Non-Invasive Mask Removal by Femtosecond Laser: Pure Mechanical Stripping Achieved Via Shockwave-Induced Stresses

Chromium, favored for its superior performance, is the mask medium of choice in lithography, semiconductor, and photonic device fabrication. However, a significant challenge persists in the rapid and complete removal of Cr masks post-fabrication without inflicting substrate damage. In this paper, selective etching based on the difference in ablation thresholds with a femtosecond laser was attempted to achieve the stripping of the Cr mask. Intriguingly, we observed that during multiple scanning passed the surface ablation threshold exceeded the applied laser fluence. This phenomenon was primarily driven by surface densification caused by shockwave-induced stresses, significantly hinders the complete removal of the Cr mask after multiple scans. Moreover, further increasing the fluence may risk compromising the substrate integrity. To circumvent this limitation, a strategic modification was introduced: a water layer was covered on the Cr mask to enhance shockwave-induced stresses, enabled purely mechanical stripping of Cr masks without damaging the surface roughness, damage threshold, or structure of substrates.
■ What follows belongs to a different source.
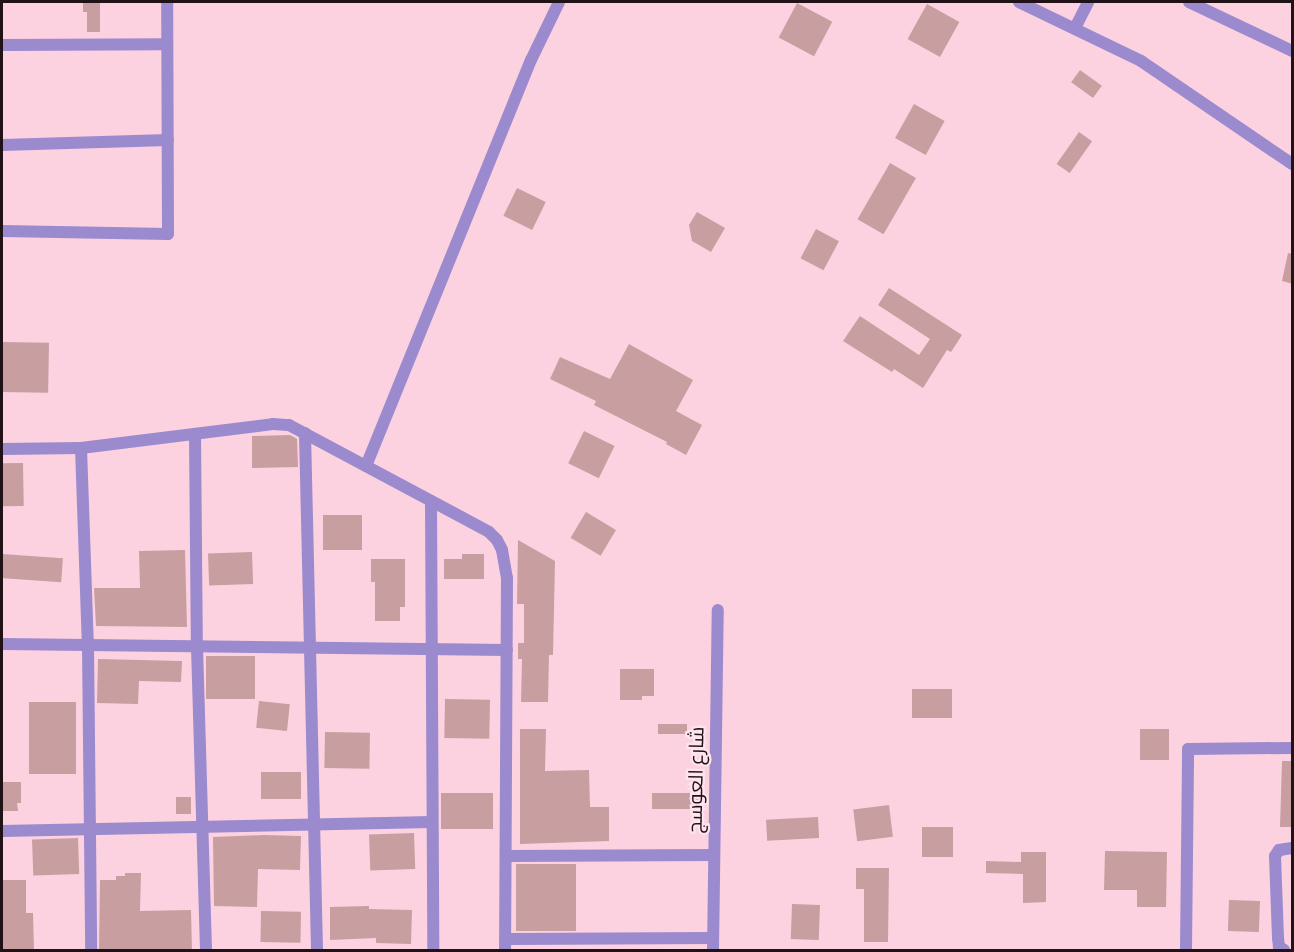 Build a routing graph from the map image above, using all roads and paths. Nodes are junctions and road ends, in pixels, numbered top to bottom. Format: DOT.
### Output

Finite-element simulations validated that water confinement exponentially amplified shockwave-induced stresses by nearly two orders of magnitude compared to air, surpassing the fracture strength of the Cr mask and initiating its fracture and subsequent stripping. This novel methodology, characterized by its non-invasiveness to substrates, absence of contamination, and operational simplicity, paves the way for application to more intricate mask structures.